Directions » Reproduce what is written in the records below exactly, and leave out the images.

---------- Extracted data

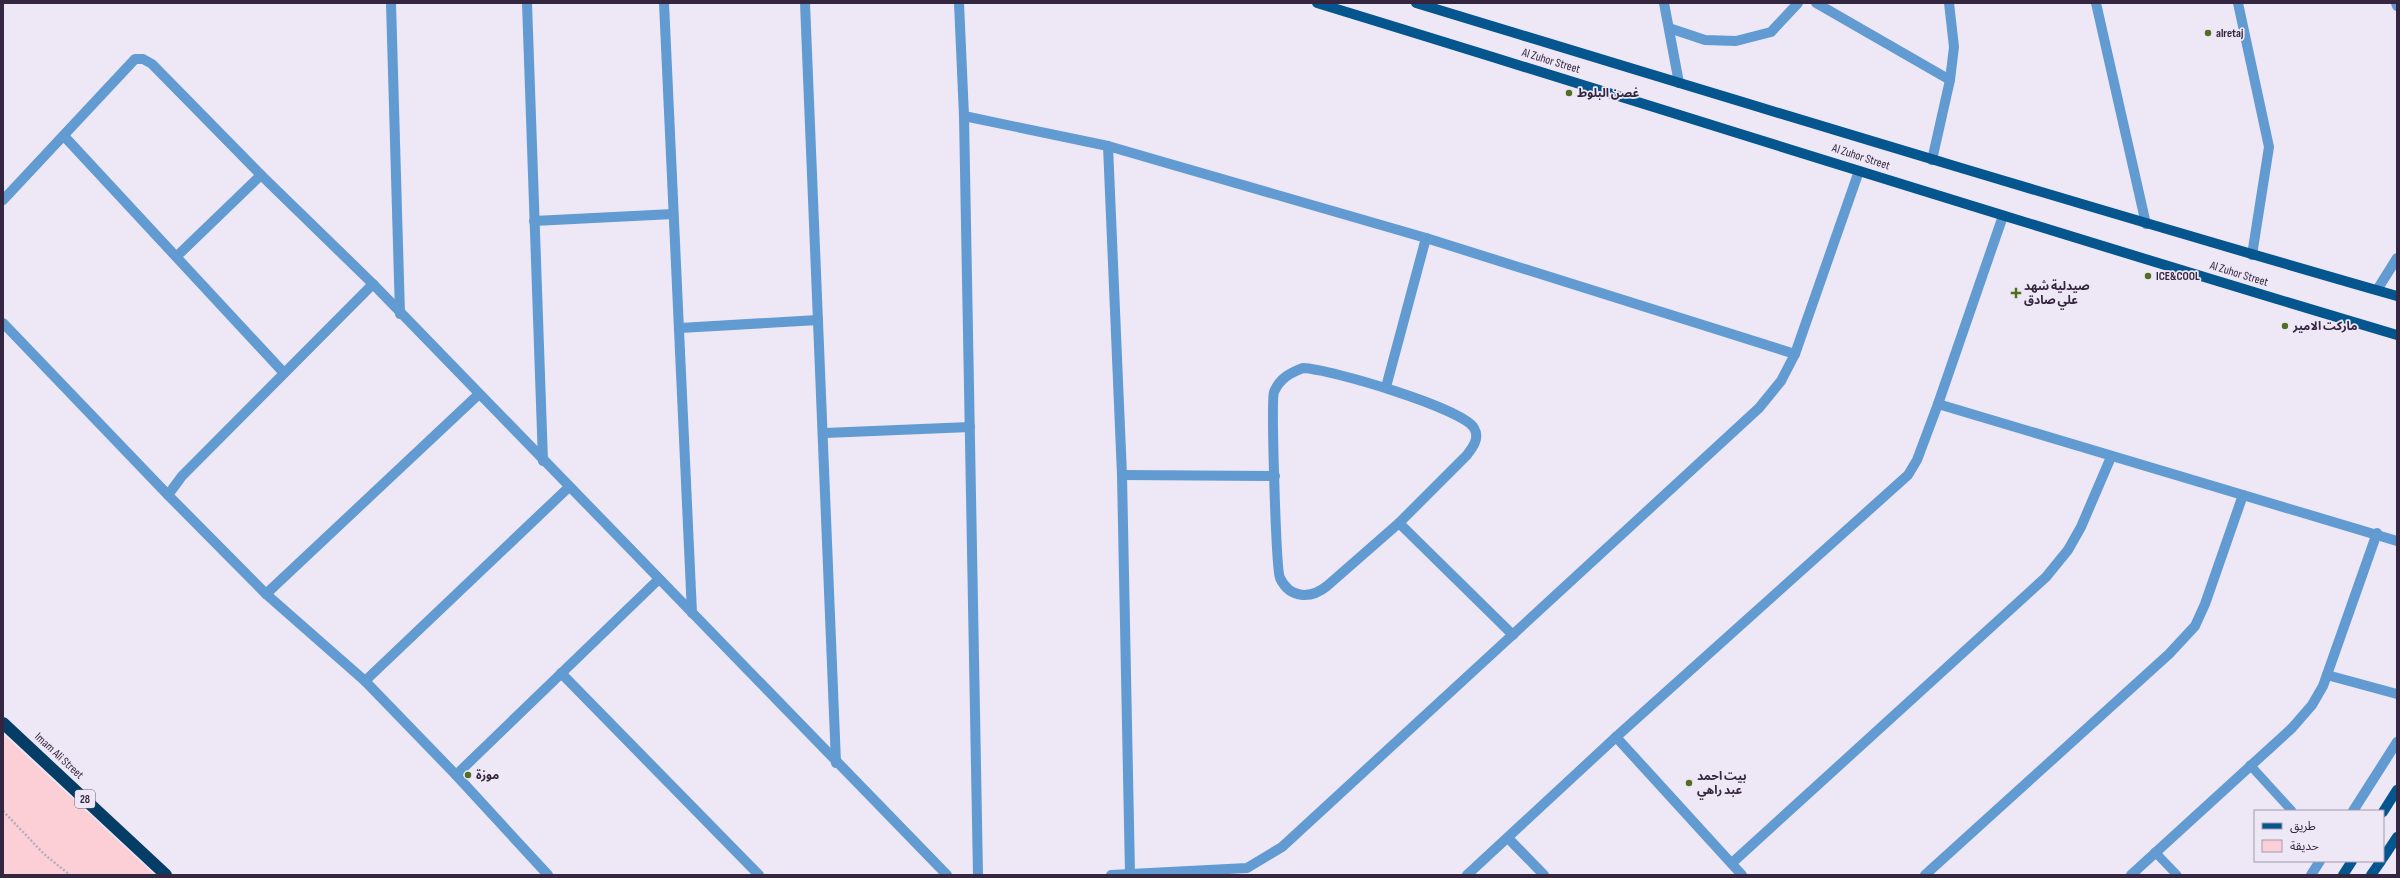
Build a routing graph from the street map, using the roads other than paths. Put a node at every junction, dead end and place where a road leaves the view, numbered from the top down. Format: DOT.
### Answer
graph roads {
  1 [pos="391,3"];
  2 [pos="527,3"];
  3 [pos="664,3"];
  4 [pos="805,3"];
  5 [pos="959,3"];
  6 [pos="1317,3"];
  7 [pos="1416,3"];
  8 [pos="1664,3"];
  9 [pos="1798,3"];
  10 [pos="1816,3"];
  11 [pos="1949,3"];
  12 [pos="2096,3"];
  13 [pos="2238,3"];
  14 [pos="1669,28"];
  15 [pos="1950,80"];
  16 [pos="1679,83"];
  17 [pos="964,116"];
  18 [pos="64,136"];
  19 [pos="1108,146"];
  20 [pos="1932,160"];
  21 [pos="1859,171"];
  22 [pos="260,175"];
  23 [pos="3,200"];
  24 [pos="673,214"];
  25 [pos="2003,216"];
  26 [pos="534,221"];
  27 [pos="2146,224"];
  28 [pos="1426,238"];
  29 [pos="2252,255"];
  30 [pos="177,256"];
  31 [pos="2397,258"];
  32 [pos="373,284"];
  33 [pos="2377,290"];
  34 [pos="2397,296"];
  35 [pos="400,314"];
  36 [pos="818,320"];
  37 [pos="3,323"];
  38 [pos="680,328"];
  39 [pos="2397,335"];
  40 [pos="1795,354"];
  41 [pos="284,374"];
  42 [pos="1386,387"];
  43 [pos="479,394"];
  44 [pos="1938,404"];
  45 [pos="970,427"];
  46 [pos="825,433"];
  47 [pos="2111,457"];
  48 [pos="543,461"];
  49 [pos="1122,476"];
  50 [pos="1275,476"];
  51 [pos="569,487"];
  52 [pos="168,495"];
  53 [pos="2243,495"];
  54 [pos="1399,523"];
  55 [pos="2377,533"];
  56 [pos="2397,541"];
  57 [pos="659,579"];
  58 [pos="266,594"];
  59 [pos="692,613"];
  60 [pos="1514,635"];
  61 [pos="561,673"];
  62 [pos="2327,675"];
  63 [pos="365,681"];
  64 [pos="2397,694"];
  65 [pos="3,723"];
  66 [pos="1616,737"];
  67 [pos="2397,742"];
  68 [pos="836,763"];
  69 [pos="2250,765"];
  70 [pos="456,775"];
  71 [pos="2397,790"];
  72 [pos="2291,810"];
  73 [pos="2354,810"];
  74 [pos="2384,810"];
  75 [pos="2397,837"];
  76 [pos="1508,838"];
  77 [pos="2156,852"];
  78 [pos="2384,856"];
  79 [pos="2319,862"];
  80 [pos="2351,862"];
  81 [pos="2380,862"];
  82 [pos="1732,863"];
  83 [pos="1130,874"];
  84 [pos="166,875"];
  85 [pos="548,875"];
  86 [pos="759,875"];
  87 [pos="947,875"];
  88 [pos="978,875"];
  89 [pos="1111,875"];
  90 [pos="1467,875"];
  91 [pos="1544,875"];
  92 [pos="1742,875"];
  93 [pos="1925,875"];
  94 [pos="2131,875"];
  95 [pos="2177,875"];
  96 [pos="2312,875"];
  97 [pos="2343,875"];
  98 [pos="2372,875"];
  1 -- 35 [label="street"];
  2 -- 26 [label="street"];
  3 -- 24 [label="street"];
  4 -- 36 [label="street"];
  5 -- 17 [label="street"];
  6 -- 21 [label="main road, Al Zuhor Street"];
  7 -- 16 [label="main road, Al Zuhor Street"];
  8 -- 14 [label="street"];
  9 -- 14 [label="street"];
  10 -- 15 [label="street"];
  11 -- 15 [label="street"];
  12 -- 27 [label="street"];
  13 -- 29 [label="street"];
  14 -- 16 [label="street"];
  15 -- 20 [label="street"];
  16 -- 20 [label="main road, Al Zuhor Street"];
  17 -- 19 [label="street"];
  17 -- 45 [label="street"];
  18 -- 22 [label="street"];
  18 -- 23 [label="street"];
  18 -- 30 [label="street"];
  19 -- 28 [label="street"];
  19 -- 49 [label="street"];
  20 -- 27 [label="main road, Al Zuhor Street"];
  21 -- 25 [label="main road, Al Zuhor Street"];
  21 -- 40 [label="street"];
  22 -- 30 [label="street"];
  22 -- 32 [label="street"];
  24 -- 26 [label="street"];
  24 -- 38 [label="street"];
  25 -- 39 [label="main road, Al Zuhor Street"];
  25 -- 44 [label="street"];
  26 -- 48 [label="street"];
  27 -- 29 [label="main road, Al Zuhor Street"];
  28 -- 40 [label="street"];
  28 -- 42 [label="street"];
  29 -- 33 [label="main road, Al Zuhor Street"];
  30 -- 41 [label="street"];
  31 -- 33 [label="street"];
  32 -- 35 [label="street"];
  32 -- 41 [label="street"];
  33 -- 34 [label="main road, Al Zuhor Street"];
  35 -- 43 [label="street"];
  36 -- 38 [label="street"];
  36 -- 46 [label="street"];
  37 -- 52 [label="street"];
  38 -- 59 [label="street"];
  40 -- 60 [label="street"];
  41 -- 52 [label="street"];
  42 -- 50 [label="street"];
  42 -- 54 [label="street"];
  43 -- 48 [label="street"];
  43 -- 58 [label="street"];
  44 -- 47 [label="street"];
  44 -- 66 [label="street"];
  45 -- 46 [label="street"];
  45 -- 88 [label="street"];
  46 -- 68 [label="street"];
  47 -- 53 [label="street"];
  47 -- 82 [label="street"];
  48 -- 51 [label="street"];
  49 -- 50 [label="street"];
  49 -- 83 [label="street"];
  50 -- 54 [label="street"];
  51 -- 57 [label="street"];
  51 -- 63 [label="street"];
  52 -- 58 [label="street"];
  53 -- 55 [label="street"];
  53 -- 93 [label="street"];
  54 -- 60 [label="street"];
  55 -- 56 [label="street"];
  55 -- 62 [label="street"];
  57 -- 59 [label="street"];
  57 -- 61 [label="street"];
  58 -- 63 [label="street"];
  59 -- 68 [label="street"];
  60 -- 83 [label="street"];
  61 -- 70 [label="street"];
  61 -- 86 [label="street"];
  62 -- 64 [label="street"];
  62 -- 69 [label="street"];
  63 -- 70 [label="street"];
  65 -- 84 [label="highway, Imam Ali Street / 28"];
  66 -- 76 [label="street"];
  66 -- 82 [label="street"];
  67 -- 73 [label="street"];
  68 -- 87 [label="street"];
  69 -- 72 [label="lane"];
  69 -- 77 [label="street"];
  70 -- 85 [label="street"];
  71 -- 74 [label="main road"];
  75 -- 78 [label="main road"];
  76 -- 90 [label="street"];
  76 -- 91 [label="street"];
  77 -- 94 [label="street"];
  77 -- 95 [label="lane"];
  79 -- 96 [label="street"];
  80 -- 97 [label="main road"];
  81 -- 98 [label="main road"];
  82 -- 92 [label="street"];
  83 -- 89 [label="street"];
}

--------------------

Task output »
Build a routing graph from the street map, using the roads other than paths. Put a node at every junction, dead end and place where a road leaves the view, numbered from the top down. Format: DOT.
### Answer
graph roads {
  1 [pos="391,3"];
  2 [pos="527,3"];
  3 [pos="664,3"];
  4 [pos="805,3"];
  5 [pos="959,3"];
  6 [pos="1317,3"];
  7 [pos="1416,3"];
  8 [pos="1664,3"];
  9 [pos="1798,3"];
  10 [pos="1816,3"];
  11 [pos="1949,3"];
  12 [pos="2096,3"];
  13 [pos="2238,3"];
  14 [pos="1669,28"];
  15 [pos="1950,80"];
  16 [pos="1679,83"];
  17 [pos="964,116"];
  18 [pos="64,136"];
  19 [pos="1108,146"];
  20 [pos="1932,160"];
  21 [pos="1859,171"];
  22 [pos="260,175"];
  23 [pos="3,200"];
  24 [pos="673,214"];
  25 [pos="2003,216"];
  26 [pos="534,221"];
  27 [pos="2146,224"];
  28 [pos="1426,238"];
  29 [pos="2252,255"];
  30 [pos="177,256"];
  31 [pos="2397,258"];
  32 [pos="373,284"];
  33 [pos="2377,290"];
  34 [pos="2397,296"];
  35 [pos="400,314"];
  36 [pos="818,320"];
  37 [pos="3,323"];
  38 [pos="680,328"];
  39 [pos="2397,335"];
  40 [pos="1795,354"];
  41 [pos="284,374"];
  42 [pos="1386,387"];
  43 [pos="479,394"];
  44 [pos="1938,404"];
  45 [pos="970,427"];
  46 [pos="825,433"];
  47 [pos="2111,457"];
  48 [pos="543,461"];
  49 [pos="1122,476"];
  50 [pos="1275,476"];
  51 [pos="569,487"];
  52 [pos="168,495"];
  53 [pos="2243,495"];
  54 [pos="1399,523"];
  55 [pos="2377,533"];
  56 [pos="2397,541"];
  57 [pos="659,579"];
  58 [pos="266,594"];
  59 [pos="692,613"];
  60 [pos="1514,635"];
  61 [pos="561,673"];
  62 [pos="2327,675"];
  63 [pos="365,681"];
  64 [pos="2397,694"];
  65 [pos="3,723"];
  66 [pos="1616,737"];
  67 [pos="2397,742"];
  68 [pos="836,763"];
  69 [pos="2250,765"];
  70 [pos="456,775"];
  71 [pos="2397,790"];
  72 [pos="2291,810"];
  73 [pos="2354,810"];
  74 [pos="2384,810"];
  75 [pos="2397,837"];
  76 [pos="1508,838"];
  77 [pos="2156,852"];
  78 [pos="2384,856"];
  79 [pos="2319,862"];
  80 [pos="2351,862"];
  81 [pos="2380,862"];
  82 [pos="1732,863"];
  83 [pos="1130,874"];
  84 [pos="166,875"];
  85 [pos="548,875"];
  86 [pos="759,875"];
  87 [pos="947,875"];
  88 [pos="978,875"];
  89 [pos="1111,875"];
  90 [pos="1467,875"];
  91 [pos="1544,875"];
  92 [pos="1742,875"];
  93 [pos="1925,875"];
  94 [pos="2131,875"];
  95 [pos="2177,875"];
  96 [pos="2312,875"];
  97 [pos="2343,875"];
  98 [pos="2372,875"];
  1 -- 35 [label="street"];
  2 -- 26 [label="street"];
  3 -- 24 [label="street"];
  4 -- 36 [label="street"];
  5 -- 17 [label="street"];
  6 -- 21 [label="main road, Al Zuhor Street"];
  7 -- 16 [label="main road, Al Zuhor Street"];
  8 -- 14 [label="street"];
  9 -- 14 [label="street"];
  10 -- 15 [label="street"];
  11 -- 15 [label="street"];
  12 -- 27 [label="street"];
  13 -- 29 [label="street"];
  14 -- 16 [label="street"];
  15 -- 20 [label="street"];
  16 -- 20 [label="main road, Al Zuhor Street"];
  17 -- 19 [label="street"];
  17 -- 45 [label="street"];
  18 -- 22 [label="street"];
  18 -- 23 [label="street"];
  18 -- 30 [label="street"];
  19 -- 28 [label="street"];
  19 -- 49 [label="street"];
  20 -- 27 [label="main road, Al Zuhor Street"];
  21 -- 25 [label="main road, Al Zuhor Street"];
  21 -- 40 [label="street"];
  22 -- 30 [label="street"];
  22 -- 32 [label="street"];
  24 -- 26 [label="street"];
  24 -- 38 [label="street"];
  25 -- 39 [label="main road, Al Zuhor Street"];
  25 -- 44 [label="street"];
  26 -- 48 [label="street"];
  27 -- 29 [label="main road, Al Zuhor Street"];
  28 -- 40 [label="street"];
  28 -- 42 [label="street"];
  29 -- 33 [label="main road, Al Zuhor Street"];
  30 -- 41 [label="street"];
  31 -- 33 [label="street"];
  32 -- 35 [label="street"];
  32 -- 41 [label="street"];
  33 -- 34 [label="main road, Al Zuhor Street"];
  35 -- 43 [label="street"];
  36 -- 38 [label="street"];
  36 -- 46 [label="street"];
  37 -- 52 [label="street"];
  38 -- 59 [label="street"];
  40 -- 60 [label="street"];
  41 -- 52 [label="street"];
  42 -- 50 [label="street"];
  42 -- 54 [label="street"];
  43 -- 48 [label="street"];
  43 -- 58 [label="street"];
  44 -- 47 [label="street"];
  44 -- 66 [label="street"];
  45 -- 46 [label="street"];
  45 -- 88 [label="street"];
  46 -- 68 [label="street"];
  47 -- 53 [label="street"];
  47 -- 82 [label="street"];
  48 -- 51 [label="street"];
  49 -- 50 [label="street"];
  49 -- 83 [label="street"];
  50 -- 54 [label="street"];
  51 -- 57 [label="street"];
  51 -- 63 [label="street"];
  52 -- 58 [label="street"];
  53 -- 55 [label="street"];
  53 -- 93 [label="street"];
  54 -- 60 [label="street"];
  55 -- 56 [label="street"];
  55 -- 62 [label="street"];
  57 -- 59 [label="street"];
  57 -- 61 [label="street"];
  58 -- 63 [label="street"];
  59 -- 68 [label="street"];
  60 -- 83 [label="street"];
  61 -- 70 [label="street"];
  61 -- 86 [label="street"];
  62 -- 64 [label="street"];
  62 -- 69 [label="street"];
  63 -- 70 [label="street"];
  65 -- 84 [label="highway, Imam Ali Street / 28"];
  66 -- 76 [label="street"];
  66 -- 82 [label="street"];
  67 -- 73 [label="street"];
  68 -- 87 [label="street"];
  69 -- 72 [label="lane"];
  69 -- 77 [label="street"];
  70 -- 85 [label="street"];
  71 -- 74 [label="main road"];
  75 -- 78 [label="main road"];
  76 -- 90 [label="street"];
  76 -- 91 [label="street"];
  77 -- 94 [label="street"];
  77 -- 95 [label="lane"];
  79 -- 96 [label="street"];
  80 -- 97 [label="main road"];
  81 -- 98 [label="main road"];
  82 -- 92 [label="street"];
  83 -- 89 [label="street"];
}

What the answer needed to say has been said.